*** Opening of Data records ***

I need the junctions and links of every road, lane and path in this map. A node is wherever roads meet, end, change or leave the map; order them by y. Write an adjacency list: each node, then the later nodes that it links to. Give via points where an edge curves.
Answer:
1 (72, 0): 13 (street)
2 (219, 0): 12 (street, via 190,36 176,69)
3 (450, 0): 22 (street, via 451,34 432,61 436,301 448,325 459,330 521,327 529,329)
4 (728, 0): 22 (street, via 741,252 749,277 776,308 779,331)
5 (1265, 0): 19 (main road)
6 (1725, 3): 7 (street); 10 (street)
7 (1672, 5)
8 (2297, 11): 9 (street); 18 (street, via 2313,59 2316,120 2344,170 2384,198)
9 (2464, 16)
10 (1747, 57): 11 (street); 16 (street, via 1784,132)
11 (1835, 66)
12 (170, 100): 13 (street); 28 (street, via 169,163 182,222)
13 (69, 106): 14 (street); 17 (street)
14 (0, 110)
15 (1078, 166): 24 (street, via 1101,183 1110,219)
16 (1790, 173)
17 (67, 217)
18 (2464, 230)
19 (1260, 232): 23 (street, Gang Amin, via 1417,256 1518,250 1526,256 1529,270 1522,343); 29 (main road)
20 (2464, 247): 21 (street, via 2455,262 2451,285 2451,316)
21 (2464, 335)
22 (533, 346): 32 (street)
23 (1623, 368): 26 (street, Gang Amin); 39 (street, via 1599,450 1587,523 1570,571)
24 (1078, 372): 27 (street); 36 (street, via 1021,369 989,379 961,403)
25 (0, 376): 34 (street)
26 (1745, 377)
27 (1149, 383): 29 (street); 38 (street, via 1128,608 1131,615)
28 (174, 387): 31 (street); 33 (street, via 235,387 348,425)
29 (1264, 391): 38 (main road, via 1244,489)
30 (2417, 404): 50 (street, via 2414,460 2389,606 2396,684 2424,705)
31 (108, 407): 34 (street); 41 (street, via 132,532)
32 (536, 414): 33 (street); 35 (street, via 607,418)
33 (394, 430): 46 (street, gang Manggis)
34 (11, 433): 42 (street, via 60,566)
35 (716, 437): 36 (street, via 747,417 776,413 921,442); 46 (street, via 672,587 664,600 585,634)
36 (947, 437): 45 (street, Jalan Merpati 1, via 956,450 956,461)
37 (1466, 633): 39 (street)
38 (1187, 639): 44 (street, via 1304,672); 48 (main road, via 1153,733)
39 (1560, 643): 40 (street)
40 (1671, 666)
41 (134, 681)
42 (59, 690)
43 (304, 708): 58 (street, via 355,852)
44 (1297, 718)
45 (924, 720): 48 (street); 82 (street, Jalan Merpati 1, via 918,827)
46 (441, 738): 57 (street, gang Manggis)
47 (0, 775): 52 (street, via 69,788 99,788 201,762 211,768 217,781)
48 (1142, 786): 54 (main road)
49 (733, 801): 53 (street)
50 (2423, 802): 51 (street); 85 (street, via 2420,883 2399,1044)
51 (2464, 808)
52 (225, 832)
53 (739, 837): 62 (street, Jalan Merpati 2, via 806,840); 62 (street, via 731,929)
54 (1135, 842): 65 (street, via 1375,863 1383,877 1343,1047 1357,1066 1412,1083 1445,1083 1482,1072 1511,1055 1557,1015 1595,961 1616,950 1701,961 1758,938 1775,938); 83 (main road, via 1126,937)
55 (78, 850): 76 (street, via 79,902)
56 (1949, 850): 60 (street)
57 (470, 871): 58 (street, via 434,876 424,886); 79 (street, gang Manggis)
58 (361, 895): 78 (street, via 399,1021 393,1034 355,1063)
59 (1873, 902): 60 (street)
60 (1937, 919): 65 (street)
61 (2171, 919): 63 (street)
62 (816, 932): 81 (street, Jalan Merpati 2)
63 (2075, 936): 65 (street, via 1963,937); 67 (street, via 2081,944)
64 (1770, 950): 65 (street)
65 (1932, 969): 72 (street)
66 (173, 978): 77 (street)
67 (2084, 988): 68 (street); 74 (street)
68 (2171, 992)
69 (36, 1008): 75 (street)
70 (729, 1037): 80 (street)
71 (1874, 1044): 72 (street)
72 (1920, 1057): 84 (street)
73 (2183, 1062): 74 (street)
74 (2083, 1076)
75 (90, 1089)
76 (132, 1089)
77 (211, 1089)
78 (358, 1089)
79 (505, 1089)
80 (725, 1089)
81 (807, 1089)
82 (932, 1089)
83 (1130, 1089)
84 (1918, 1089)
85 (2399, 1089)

*** Close of Data records ***

Quote the entire listing above exactly.

*Task result*
I need the junctions and links of every road, lane and path in this map. A node is wherever roads meet, end, change or leave the map; order them by y. Write an adjacency list: each node, then the later nodes that it links to. Give via points where an edge curves.
Answer:
1 (72, 0): 13 (street)
2 (219, 0): 12 (street, via 190,36 176,69)
3 (450, 0): 22 (street, via 451,34 432,61 436,301 448,325 459,330 521,327 529,329)
4 (728, 0): 22 (street, via 741,252 749,277 776,308 779,331)
5 (1265, 0): 19 (main road)
6 (1725, 3): 7 (street); 10 (street)
7 (1672, 5)
8 (2297, 11): 9 (street); 18 (street, via 2313,59 2316,120 2344,170 2384,198)
9 (2464, 16)
10 (1747, 57): 11 (street); 16 (street, via 1784,132)
11 (1835, 66)
12 (170, 100): 13 (street); 28 (street, via 169,163 182,222)
13 (69, 106): 14 (street); 17 (street)
14 (0, 110)
15 (1078, 166): 24 (street, via 1101,183 1110,219)
16 (1790, 173)
17 (67, 217)
18 (2464, 230)
19 (1260, 232): 23 (street, Gang Amin, via 1417,256 1518,250 1526,256 1529,270 1522,343); 29 (main road)
20 (2464, 247): 21 (street, via 2455,262 2451,285 2451,316)
21 (2464, 335)
22 (533, 346): 32 (street)
23 (1623, 368): 26 (street, Gang Amin); 39 (street, via 1599,450 1587,523 1570,571)
24 (1078, 372): 27 (street); 36 (street, via 1021,369 989,379 961,403)
25 (0, 376): 34 (street)
26 (1745, 377)
27 (1149, 383): 29 (street); 38 (street, via 1128,608 1131,615)
28 (174, 387): 31 (street); 33 (street, via 235,387 348,425)
29 (1264, 391): 38 (main road, via 1244,489)
30 (2417, 404): 50 (street, via 2414,460 2389,606 2396,684 2424,705)
31 (108, 407): 34 (street); 41 (street, via 132,532)
32 (536, 414): 33 (street); 35 (street, via 607,418)
33 (394, 430): 46 (street, gang Manggis)
34 (11, 433): 42 (street, via 60,566)
35 (716, 437): 36 (street, via 747,417 776,413 921,442); 46 (street, via 672,587 664,600 585,634)
36 (947, 437): 45 (street, Jalan Merpati 1, via 956,450 956,461)
37 (1466, 633): 39 (street)
38 (1187, 639): 44 (street, via 1304,672); 48 (main road, via 1153,733)
39 (1560, 643): 40 (street)
40 (1671, 666)
41 (134, 681)
42 (59, 690)
43 (304, 708): 58 (street, via 355,852)
44 (1297, 718)
45 (924, 720): 48 (street); 82 (street, Jalan Merpati 1, via 918,827)
46 (441, 738): 57 (street, gang Manggis)
47 (0, 775): 52 (street, via 69,788 99,788 201,762 211,768 217,781)
48 (1142, 786): 54 (main road)
49 (733, 801): 53 (street)
50 (2423, 802): 51 (street); 85 (street, via 2420,883 2399,1044)
51 (2464, 808)
52 (225, 832)
53 (739, 837): 62 (street, Jalan Merpati 2, via 806,840); 62 (street, via 731,929)
54 (1135, 842): 65 (street, via 1375,863 1383,877 1343,1047 1357,1066 1412,1083 1445,1083 1482,1072 1511,1055 1557,1015 1595,961 1616,950 1701,961 1758,938 1775,938); 83 (main road, via 1126,937)
55 (78, 850): 76 (street, via 79,902)
56 (1949, 850): 60 (street)
57 (470, 871): 58 (street, via 434,876 424,886); 79 (street, gang Manggis)
58 (361, 895): 78 (street, via 399,1021 393,1034 355,1063)
59 (1873, 902): 60 (street)
60 (1937, 919): 65 (street)
61 (2171, 919): 63 (street)
62 (816, 932): 81 (street, Jalan Merpati 2)
63 (2075, 936): 65 (street, via 1963,937); 67 (street, via 2081,944)
64 (1770, 950): 65 (street)
65 (1932, 969): 72 (street)
66 (173, 978): 77 (street)
67 (2084, 988): 68 (street); 74 (street)
68 (2171, 992)
69 (36, 1008): 75 (street)
70 (729, 1037): 80 (street)
71 (1874, 1044): 72 (street)
72 (1920, 1057): 84 (street)
73 (2183, 1062): 74 (street)
74 (2083, 1076)
75 (90, 1089)
76 (132, 1089)
77 (211, 1089)
78 (358, 1089)
79 (505, 1089)
80 (725, 1089)
81 (807, 1089)
82 (932, 1089)
83 (1130, 1089)
84 (1918, 1089)
85 (2399, 1089)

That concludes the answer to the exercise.